Angela had an issue with the artist, Jon Comstock at Skin City Tattoos, in New Windsor, New York, and felt that his vision, ultimately, differed from hers. Too much neon-like color, less realism in matching her eyes, Angela said. The end result, a fairly visible tattoo that has an ambivalent host. "I wouldn't go back to him," Angela said.
I have decided to include his credit, however, as I don't think it's so bad. Of course, I don't have to live with the end result, Angela does. In a slight reversal, however, when I showed her one of the pictures I took,
she admitted it looked better than she remembered.
Despite the mixed feelings about the piece, I would like to thank Angela for sharing her tattoo with us here on Tattoosday!
Friday, October 10, 2008
Tattoorism 101: Another Form of Tattoo Regret
The other day while walking near Madison Square Garden, I stopped to talk to a woman about the tattoo on her foot. The conversation went something like this:
Me: Hey, can I ask you about your tattoo?
She: Ugh, that thing? I hate it. I got it when I was younger and wish I hadn't.
Me: Well, I write a tattoo appreciation blog, and would love to tell the story behind it anyway. Would you be interested?
She: Nah. I have three tattoos and I am so over them.
Me: [Thinking I spot an interesting tattoo on her ear] Well, would you talk to me about any of them?
She: Nah. Not interested.
Me: Well, thank you anyway. Have a nice day.
So, did she really hate her tattoos, or was she just saying it to make me go away? I'd like to think the former.
Anyway, this is a segue to the Mickey Mouse Fantasia tattoo above.
This was e-mailed to me back in July under the subject heading "Horrible Tattoo".

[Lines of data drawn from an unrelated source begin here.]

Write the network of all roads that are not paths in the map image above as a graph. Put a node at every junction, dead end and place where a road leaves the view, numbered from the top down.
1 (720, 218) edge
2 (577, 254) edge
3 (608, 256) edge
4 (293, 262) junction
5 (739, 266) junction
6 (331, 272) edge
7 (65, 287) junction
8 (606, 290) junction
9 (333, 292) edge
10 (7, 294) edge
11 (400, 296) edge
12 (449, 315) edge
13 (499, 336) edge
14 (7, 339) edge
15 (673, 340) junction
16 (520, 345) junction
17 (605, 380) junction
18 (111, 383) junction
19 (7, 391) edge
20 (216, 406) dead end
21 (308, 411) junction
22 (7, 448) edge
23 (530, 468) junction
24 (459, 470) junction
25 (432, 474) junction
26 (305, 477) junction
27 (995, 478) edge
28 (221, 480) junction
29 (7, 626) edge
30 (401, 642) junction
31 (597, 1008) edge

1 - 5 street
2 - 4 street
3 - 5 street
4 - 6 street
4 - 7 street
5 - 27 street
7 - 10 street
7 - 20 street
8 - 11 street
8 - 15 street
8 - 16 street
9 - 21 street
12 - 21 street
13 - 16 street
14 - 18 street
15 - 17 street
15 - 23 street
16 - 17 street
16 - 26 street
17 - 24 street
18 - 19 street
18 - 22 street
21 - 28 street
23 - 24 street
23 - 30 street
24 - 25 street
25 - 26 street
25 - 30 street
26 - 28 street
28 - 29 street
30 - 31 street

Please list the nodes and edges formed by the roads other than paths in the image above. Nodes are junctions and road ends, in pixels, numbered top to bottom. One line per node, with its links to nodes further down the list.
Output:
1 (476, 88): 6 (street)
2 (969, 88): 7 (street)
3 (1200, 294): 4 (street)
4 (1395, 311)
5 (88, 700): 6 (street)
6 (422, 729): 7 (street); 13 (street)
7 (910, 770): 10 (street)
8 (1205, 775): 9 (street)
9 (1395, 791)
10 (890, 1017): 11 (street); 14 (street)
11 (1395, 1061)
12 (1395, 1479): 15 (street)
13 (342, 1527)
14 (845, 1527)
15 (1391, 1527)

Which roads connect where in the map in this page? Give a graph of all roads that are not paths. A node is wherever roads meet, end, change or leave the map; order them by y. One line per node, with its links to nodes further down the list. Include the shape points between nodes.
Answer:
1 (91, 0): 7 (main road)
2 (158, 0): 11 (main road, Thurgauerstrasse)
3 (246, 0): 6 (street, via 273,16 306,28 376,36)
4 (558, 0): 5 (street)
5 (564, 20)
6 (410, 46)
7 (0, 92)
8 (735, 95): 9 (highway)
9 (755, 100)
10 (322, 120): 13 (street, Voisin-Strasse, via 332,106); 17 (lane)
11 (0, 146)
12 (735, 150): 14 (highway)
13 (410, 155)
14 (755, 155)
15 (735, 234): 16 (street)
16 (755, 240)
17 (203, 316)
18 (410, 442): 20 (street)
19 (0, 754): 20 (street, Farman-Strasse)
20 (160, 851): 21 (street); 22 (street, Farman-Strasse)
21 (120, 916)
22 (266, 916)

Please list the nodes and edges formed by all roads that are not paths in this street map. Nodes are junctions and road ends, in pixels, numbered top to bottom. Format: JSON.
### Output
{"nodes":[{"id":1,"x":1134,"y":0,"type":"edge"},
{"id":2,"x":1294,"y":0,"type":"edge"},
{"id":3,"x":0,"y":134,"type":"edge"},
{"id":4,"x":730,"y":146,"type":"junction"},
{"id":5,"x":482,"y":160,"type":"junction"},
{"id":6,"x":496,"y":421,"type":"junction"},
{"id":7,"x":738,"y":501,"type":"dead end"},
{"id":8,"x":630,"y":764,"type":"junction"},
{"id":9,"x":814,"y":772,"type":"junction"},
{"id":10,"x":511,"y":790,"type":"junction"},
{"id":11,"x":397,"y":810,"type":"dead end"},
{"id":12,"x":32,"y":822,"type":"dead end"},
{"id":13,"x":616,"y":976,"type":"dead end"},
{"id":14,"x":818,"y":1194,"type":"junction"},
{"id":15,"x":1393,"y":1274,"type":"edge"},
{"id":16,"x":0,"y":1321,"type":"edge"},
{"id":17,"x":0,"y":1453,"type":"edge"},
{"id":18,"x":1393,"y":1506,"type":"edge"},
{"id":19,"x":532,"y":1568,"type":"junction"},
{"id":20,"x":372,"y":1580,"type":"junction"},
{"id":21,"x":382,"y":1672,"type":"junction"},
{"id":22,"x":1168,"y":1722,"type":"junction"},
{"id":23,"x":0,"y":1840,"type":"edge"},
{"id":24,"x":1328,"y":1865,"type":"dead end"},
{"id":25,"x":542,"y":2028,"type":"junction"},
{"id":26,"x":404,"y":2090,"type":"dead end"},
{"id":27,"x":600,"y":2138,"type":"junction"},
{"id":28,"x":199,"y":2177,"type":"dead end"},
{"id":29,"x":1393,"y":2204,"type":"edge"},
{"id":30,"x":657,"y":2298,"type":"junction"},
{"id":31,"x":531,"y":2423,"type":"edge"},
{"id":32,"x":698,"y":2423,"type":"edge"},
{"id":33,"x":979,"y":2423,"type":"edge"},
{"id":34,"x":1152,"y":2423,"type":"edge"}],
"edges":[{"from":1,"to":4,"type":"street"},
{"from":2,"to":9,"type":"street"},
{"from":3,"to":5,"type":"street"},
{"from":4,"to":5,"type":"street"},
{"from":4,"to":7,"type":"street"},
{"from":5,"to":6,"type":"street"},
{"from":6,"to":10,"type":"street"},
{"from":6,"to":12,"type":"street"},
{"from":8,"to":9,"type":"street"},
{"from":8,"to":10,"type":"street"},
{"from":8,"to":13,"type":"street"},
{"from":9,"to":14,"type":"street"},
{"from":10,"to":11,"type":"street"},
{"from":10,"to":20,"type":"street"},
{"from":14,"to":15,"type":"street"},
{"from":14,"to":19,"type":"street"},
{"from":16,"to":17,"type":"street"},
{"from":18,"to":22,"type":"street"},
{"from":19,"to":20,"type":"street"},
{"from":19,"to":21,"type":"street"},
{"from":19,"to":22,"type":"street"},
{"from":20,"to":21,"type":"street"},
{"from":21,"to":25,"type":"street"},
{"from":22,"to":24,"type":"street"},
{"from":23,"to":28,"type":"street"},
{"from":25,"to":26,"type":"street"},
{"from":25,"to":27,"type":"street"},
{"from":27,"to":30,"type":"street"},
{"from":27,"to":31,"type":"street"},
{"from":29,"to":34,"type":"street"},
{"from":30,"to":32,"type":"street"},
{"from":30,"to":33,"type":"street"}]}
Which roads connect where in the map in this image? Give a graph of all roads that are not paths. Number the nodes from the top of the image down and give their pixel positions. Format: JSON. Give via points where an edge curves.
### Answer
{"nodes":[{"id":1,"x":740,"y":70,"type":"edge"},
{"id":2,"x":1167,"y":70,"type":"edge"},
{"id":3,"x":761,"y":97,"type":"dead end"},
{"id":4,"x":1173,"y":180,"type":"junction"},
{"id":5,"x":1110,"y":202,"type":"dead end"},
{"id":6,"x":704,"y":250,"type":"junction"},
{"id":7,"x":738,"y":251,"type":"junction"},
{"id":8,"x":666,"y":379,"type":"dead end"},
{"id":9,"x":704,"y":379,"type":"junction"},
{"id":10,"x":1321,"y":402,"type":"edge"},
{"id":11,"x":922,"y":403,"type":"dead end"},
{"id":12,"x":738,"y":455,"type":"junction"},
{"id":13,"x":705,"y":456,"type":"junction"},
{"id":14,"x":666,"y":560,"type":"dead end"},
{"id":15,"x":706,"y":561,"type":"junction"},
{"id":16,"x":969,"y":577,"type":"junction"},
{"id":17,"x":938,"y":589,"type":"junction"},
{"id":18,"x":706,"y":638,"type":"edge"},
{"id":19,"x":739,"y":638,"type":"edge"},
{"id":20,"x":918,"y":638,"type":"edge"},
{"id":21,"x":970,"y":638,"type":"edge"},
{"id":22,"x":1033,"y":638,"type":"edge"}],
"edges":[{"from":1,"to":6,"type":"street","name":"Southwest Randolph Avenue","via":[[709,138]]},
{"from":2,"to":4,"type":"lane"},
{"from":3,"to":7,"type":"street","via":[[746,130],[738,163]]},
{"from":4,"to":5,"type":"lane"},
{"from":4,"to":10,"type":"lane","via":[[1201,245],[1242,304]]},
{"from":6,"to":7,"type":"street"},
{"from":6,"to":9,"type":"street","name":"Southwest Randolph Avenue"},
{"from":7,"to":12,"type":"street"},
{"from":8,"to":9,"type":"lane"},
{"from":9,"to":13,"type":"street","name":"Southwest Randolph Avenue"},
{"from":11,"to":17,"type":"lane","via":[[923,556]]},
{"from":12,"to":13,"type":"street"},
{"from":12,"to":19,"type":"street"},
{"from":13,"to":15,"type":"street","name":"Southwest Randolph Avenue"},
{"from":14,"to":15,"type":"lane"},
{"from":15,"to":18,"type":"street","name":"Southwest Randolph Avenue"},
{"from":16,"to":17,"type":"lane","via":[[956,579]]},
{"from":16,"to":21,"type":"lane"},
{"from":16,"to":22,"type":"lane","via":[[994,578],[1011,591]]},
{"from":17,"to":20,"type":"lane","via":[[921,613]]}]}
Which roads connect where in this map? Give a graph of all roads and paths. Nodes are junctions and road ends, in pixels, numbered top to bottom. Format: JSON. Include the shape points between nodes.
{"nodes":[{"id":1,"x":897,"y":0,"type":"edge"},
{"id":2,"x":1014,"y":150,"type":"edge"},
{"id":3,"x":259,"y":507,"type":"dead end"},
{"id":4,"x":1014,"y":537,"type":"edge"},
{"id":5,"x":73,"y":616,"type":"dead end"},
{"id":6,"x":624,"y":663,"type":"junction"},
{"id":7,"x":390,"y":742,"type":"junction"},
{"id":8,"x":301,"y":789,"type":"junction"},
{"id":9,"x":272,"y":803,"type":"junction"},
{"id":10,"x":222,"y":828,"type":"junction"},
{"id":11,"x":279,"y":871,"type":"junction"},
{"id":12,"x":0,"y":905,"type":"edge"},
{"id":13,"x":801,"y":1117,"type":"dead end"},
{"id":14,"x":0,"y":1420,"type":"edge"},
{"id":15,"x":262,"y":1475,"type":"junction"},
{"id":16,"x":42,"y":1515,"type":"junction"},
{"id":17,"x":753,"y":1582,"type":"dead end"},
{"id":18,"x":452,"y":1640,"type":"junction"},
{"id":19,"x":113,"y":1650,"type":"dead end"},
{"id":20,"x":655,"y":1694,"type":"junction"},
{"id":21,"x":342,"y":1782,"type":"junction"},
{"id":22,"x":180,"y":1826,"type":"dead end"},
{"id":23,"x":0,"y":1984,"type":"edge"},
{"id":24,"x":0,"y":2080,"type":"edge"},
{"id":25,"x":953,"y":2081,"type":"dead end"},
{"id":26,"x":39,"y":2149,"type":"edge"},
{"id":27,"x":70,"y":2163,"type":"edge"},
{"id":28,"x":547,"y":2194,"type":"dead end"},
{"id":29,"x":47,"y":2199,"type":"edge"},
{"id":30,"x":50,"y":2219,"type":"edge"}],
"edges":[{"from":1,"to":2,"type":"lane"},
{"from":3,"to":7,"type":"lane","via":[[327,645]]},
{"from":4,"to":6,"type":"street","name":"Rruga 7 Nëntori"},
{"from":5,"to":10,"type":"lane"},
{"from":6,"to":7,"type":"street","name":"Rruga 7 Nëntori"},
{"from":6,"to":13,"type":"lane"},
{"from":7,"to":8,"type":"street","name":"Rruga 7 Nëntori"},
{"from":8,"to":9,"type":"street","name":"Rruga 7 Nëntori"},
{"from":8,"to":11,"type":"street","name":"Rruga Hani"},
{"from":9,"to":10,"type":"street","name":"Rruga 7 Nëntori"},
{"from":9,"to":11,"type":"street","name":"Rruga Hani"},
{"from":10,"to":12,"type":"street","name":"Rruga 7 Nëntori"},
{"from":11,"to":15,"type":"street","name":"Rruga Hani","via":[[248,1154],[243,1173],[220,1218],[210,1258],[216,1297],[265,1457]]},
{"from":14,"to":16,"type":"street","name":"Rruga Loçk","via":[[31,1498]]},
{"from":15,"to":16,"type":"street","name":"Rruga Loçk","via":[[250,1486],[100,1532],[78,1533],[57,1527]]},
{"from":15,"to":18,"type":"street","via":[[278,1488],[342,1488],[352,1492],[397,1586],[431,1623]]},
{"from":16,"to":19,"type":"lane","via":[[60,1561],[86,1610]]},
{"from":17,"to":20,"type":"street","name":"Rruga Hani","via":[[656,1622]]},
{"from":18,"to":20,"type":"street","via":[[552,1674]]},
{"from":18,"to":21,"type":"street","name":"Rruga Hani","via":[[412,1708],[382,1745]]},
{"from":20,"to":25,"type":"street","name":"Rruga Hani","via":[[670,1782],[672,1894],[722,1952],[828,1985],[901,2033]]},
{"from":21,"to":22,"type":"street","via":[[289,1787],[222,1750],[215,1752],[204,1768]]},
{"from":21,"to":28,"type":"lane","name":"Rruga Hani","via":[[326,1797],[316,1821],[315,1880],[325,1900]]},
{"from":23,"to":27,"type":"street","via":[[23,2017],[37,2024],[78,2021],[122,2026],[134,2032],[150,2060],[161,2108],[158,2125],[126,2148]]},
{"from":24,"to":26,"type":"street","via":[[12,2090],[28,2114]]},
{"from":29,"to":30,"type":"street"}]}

Here's what the sender said:
Hi Bill,
Stumbled upon your site and thought I'd share the dark side of tattoos. I was young, roughly seventeen or eighteen. Not sure which, as its been almost fifteen years now. I had been plied with beer from my high school girlfriend's brother, and the next thing I knew I was in a tattoo artist's chair. Now, I know that most tattoo artists are of the highest degree of honor, and that I have had the worst luck. Apparently a drunken teenagers wasn't much of an alarm for this fellow. The next thing I knew... I was heading home with the attached image on my arm.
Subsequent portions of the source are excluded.